A hearing may be held to make sure all parties agree to the modified terms stated in the agreement. The court will be satisfied, and the agreement is signed off by the judge and will become a court order, binding on both spouses.

If one ex-spouse wants a modification but the other does not, the motion for modification is filed with the court that issued the original decree. The motion is then served on the other spouse.

Response and hearing of the motion for modification

Once the motion is served, the other ex-spouse must file a response within a stated time, then a hearing is held. You must present proof of the change of circumstance that set the modification in action. If the motion is to modify custody, child support or visitation, you must present evidence to show the court why the modification is in the best interest of the children.

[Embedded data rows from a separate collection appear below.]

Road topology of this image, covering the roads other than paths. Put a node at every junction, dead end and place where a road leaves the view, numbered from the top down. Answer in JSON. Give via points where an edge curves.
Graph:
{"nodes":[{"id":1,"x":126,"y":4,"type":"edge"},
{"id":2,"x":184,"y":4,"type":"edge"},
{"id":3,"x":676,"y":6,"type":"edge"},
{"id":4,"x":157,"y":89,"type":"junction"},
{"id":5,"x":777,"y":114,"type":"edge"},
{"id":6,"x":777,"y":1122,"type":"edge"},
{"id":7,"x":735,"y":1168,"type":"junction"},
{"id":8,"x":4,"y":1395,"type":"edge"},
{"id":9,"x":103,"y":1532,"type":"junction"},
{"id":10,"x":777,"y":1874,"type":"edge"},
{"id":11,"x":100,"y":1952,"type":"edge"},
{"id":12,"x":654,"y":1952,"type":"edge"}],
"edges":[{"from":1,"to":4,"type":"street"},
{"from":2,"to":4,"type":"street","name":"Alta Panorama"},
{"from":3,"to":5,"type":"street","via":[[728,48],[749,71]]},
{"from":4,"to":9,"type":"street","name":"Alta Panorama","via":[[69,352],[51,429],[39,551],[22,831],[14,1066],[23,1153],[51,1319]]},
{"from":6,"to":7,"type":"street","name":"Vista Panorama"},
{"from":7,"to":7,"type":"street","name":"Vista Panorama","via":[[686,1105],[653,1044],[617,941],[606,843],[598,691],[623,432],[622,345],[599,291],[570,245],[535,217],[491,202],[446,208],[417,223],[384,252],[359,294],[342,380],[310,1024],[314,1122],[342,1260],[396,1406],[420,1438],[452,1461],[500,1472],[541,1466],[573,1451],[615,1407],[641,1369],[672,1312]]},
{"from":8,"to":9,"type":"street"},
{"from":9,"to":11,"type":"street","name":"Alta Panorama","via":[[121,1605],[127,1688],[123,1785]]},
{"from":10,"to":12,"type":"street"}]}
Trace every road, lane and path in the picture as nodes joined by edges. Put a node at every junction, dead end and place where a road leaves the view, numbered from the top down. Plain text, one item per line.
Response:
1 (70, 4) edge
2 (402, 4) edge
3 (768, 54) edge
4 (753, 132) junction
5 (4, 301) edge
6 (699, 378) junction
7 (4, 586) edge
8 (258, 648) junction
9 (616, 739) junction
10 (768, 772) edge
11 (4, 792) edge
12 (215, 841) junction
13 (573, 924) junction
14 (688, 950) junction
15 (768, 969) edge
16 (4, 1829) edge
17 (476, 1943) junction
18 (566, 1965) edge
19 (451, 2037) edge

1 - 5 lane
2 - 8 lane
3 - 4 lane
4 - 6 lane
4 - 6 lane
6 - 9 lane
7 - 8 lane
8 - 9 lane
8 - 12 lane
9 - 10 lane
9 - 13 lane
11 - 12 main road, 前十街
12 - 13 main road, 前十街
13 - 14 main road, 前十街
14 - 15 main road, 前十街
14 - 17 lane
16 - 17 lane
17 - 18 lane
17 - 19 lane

Substantial change of circumstance

The grounds for modification are a substantial change of circumstance. For example, a wage-earning change. If your ex-spouse now has a much higher paying job, the support amount for your ex-spouse can be recalculated.

Any child abuse, drugs or alcohol abuse by an ex-spouse that have joint custody, will warrant a change to sole custody.

Failure to pay child support

Failing to pay child support ordered in the original divorce decree can result in the state enforcing payment. The state and not the former spouse may take the non-paying spouse to court to obtain wage garnishment if the child support monthly ordered amount

If you are considering a modification request, it is best to consult with a qualified divorce attorney to go over your case and determine if your request for modification is a legitimate and justifiable need, meeting the Substantial change of circumstance rule.

Speaking with a Divorce Attorney

Attorney Lisa M Dawson P.A. has the experience and knowledge in all areas of family law. When new circumstances arise in your life after the final judgment, Lisa Dawson can help you with the modifications that you are requesting. Contact us for a free consultation.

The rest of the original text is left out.